▶ [WHAT IS REQUIRED] In the data below, which lines contain "nodes"? List them by copying each one.

▶ [SOURCE INFORMATION]

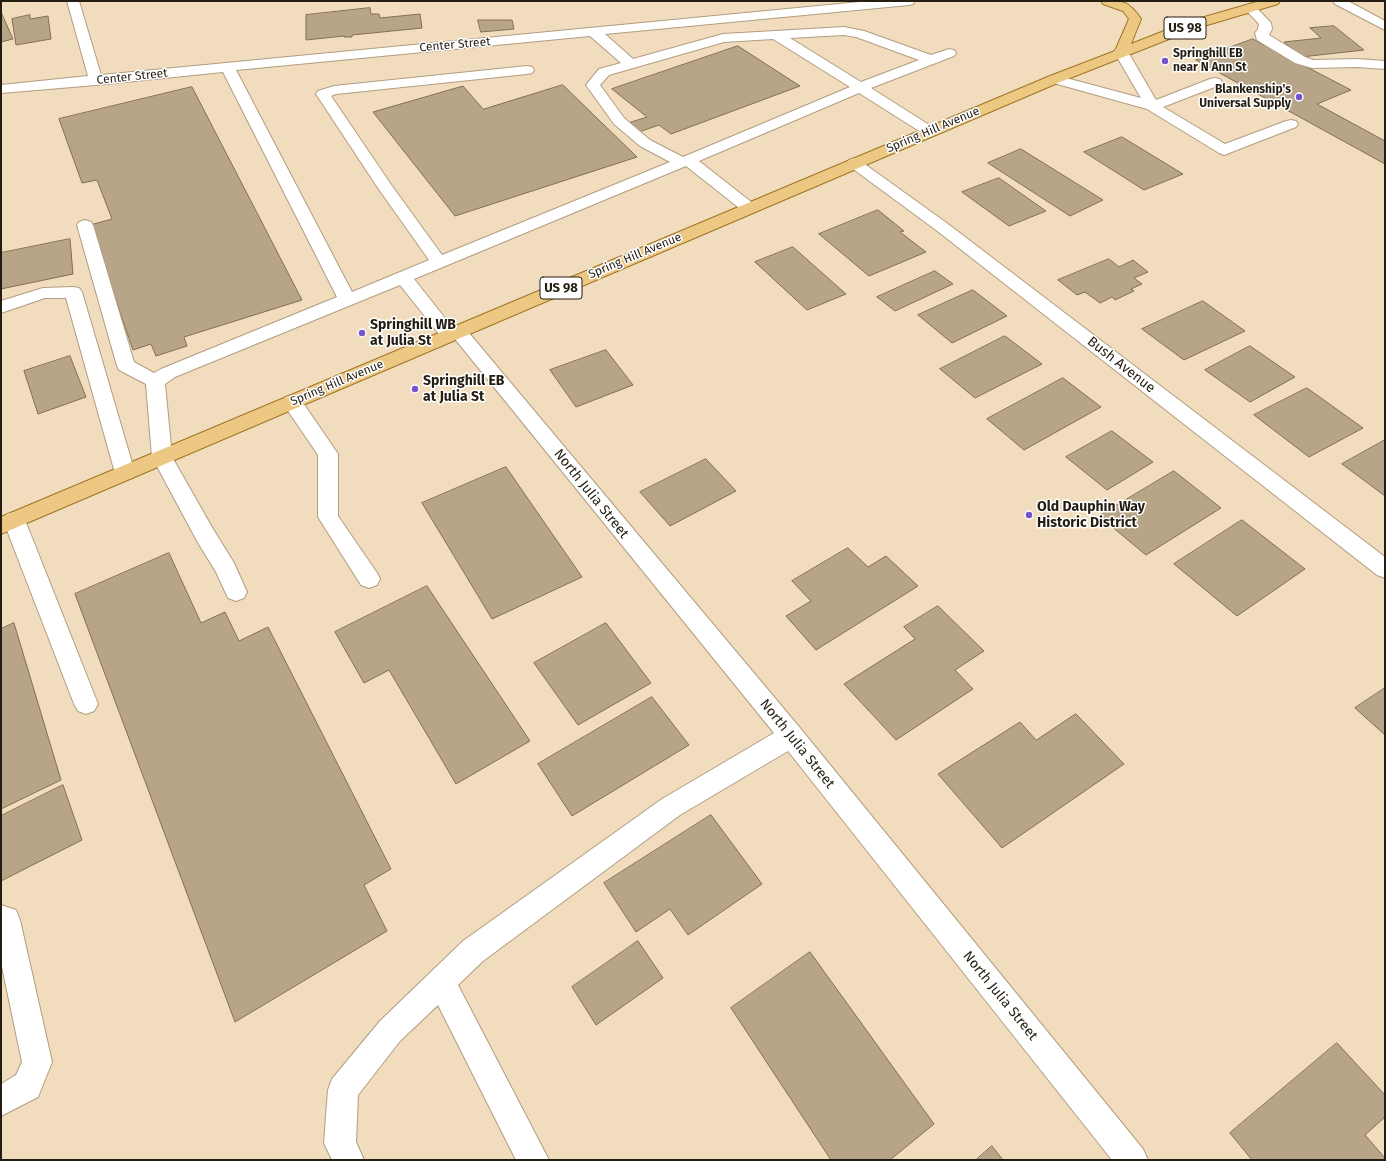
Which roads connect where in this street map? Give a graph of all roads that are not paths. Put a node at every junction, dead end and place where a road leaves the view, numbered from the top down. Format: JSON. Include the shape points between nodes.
{"nodes":[{"id":1,"x":73,"y":1,"type":"edge"},
{"id":2,"x":908,"y":1,"type":"edge"},
{"id":3,"x":1107,"y":1,"type":"edge"},
{"id":4,"x":1274,"y":1,"type":"edge"},
{"id":5,"x":1339,"y":1,"type":"edge"},
{"id":6,"x":1250,"y":8,"type":"junction"},
{"id":7,"x":1385,"y":26,"type":"edge"},
{"id":8,"x":594,"y":32,"type":"junction"},
{"id":9,"x":776,"y":35,"type":"junction"},
{"id":10,"x":1121,"y":52,"type":"junction"},
{"id":11,"x":949,"y":53,"type":"dead end"},
{"id":12,"x":932,"y":60,"type":"junction"},
{"id":13,"x":632,"y":65,"type":"junction"},
{"id":14,"x":1385,"y":65,"type":"edge"},
{"id":15,"x":227,"y":67,"type":"junction"},
{"id":16,"x":527,"y":70,"type":"dead end"},
{"id":17,"x":1055,"y":79,"type":"junction"},
{"id":18,"x":96,"y":81,"type":"junction"},
{"id":19,"x":1215,"y":82,"type":"dead end"},
{"id":20,"x":860,"y":88,"type":"junction"},
{"id":21,"x":1,"y":89,"type":"edge"},
{"id":22,"x":1152,"y":106,"type":"junction"},
{"id":23,"x":1291,"y":124,"type":"dead end"},
{"id":24,"x":929,"y":131,"type":"junction"},
{"id":25,"x":684,"y":161,"type":"junction"},
{"id":26,"x":854,"y":163,"type":"junction"},
{"id":27,"x":748,"y":208,"type":"junction"},
{"id":28,"x":85,"y":225,"type":"dead end"},
{"id":29,"x":439,"y":262,"type":"junction"},
{"id":30,"x":403,"y":277,"type":"junction"},
{"id":31,"x":347,"y":299,"type":"junction"},
{"id":32,"x":1,"y":307,"type":"edge"},
{"id":33,"x":453,"y":333,"type":"junction"},
{"id":34,"x":155,"y":381,"type":"junction"},
{"id":35,"x":292,"y":402,"type":"junction"},
{"id":36,"x":162,"y":457,"type":"junction"},
{"id":37,"x":125,"y":473,"type":"junction"},
{"id":38,"x":8,"y":523,"type":"edge"},
{"id":39,"x":1385,"y":569,"type":"edge"},
{"id":40,"x":369,"y":579,"type":"dead end"},
{"id":41,"x":236,"y":592,"type":"dead end"},
{"id":42,"x":86,"y":704,"type":"dead end"},
{"id":43,"x":791,"y":736,"type":"junction"},
{"id":44,"x":1,"y":918,"type":"edge"},
{"id":45,"x":441,"y":981,"type":"junction"},
{"id":46,"x":1,"y":1101,"type":"edge"},
{"id":47,"x":348,"y":1160,"type":"edge"},
{"id":48,"x":533,"y":1160,"type":"edge"},
{"id":49,"x":1132,"y":1160,"type":"edge"}],
"edges":[{"from":1,"to":18,"type":"street"},
{"from":2,"to":8,"type":"street","name":"Center Street"},
{"from":3,"to":10,"type":"main road","via":[[1127,8],[1135,18]]},
{"from":4,"to":6,"type":"main road","name":"Spring Hill Avenue","number":"US 98"},
{"from":5,"to":7,"type":"street"},
{"from":6,"to":10,"type":"main road","name":"Spring Hill Avenue","number":"US 98","via":[[1192,25]]},
{"from":6,"to":14,"type":"street","via":[[1265,23],[1262,37],[1300,60],[1319,65]]},
{"from":8,"to":13,"type":"street"},
{"from":8,"to":15,"type":"street","name":"Center Street"},
{"from":9,"to":12,"type":"street","via":[[852,33]]},
{"from":9,"to":13,"type":"street","via":[[722,38]]},
{"from":9,"to":20,"type":"street"},
{"from":10,"to":17,"type":"main road","name":"Spring Hill Avenue","number":"US 98"},
{"from":10,"to":22,"type":"street"},
{"from":11,"to":12,"type":"street"},
{"from":12,"to":20,"type":"street"},
{"from":13,"to":25,"type":"street","via":[[604,72],[592,85],[619,121],[646,143]]},
{"from":15,"to":18,"type":"street","name":"Center Street"},
{"from":15,"to":31,"type":"street"},
{"from":16,"to":29,"type":"street","via":[[334,90],[323,94]]},
{"from":17,"to":22,"type":"street"},
{"from":17,"to":24,"type":"main road","name":"Spring Hill Avenue","number":"US 98"},
{"from":18,"to":21,"type":"street","name":"Center Street"},
{"from":19,"to":22,"type":"street"},
{"from":20,"to":24,"type":"street"},
{"from":20,"to":25,"type":"street"},
{"from":22,"to":23,"type":"street","via":[[1224,150]]},
{"from":24,"to":26,"type":"main road","name":"Spring Hill Avenue","number":"US 98"},
{"from":25,"to":27,"type":"street"},
{"from":25,"to":29,"type":"street"},
{"from":26,"to":27,"type":"main road","name":"Spring Hill Avenue","number":"US 98"},
{"from":26,"to":39,"type":"street","name":"Bush Avenue","via":[[948,232]]},
{"from":27,"to":33,"type":"main road","name":"Spring Hill Avenue","number":"US 98"},
{"from":28,"to":34,"type":"street","via":[[126,366]]},
{"from":29,"to":30,"type":"street"},
{"from":30,"to":31,"type":"street"},
{"from":30,"to":33,"type":"street","name":"North Julia Street"},
{"from":31,"to":34,"type":"street","via":[[168,373]]},
{"from":32,"to":37,"type":"street","via":[[43,293],[73,292]]},
{"from":33,"to":35,"type":"main road","name":"Spring Hill Avenue","number":"US 98"},
{"from":33,"to":43,"type":"street","name":"North Julia Street"},
{"from":34,"to":36,"type":"street"},
{"from":35,"to":36,"type":"main road","name":"Spring Hill Avenue","number":"US 98"},
{"from":35,"to":40,"type":"street","via":[[328,454],[328,517]]},
{"from":36,"to":37,"type":"main road","name":"Spring Hill Avenue","number":"US 98"},
{"from":36,"to":41,"type":"street","via":[[226,569]]},
{"from":37,"to":38,"type":"main road","name":"Spring Hill Avenue","number":"US 98"},
{"from":38,"to":42,"type":"street"},
{"from":43,"to":45,"type":"street","via":[[670,807],[473,951]]},
{"from":43,"to":49,"type":"street","name":"North Julia Street"},
{"from":44,"to":46,"type":"street","via":[[6,920],[38,1062],[27,1086]]},
{"from":45,"to":47,"type":"street","via":[[390,1031],[343,1090],[340,1143]]},
{"from":45,"to":48,"type":"street"}]}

▶ [TASK OUTPUT]
Which roads connect where in this street map? Give a graph of all roads that are not paths. Put a node at every junction, dead end and place where a road leaves the view, numbered from the top down. Format: JSON. Include the shape points between nodes.
{"nodes":[{"id":1,"x":73,"y":1,"type":"edge"},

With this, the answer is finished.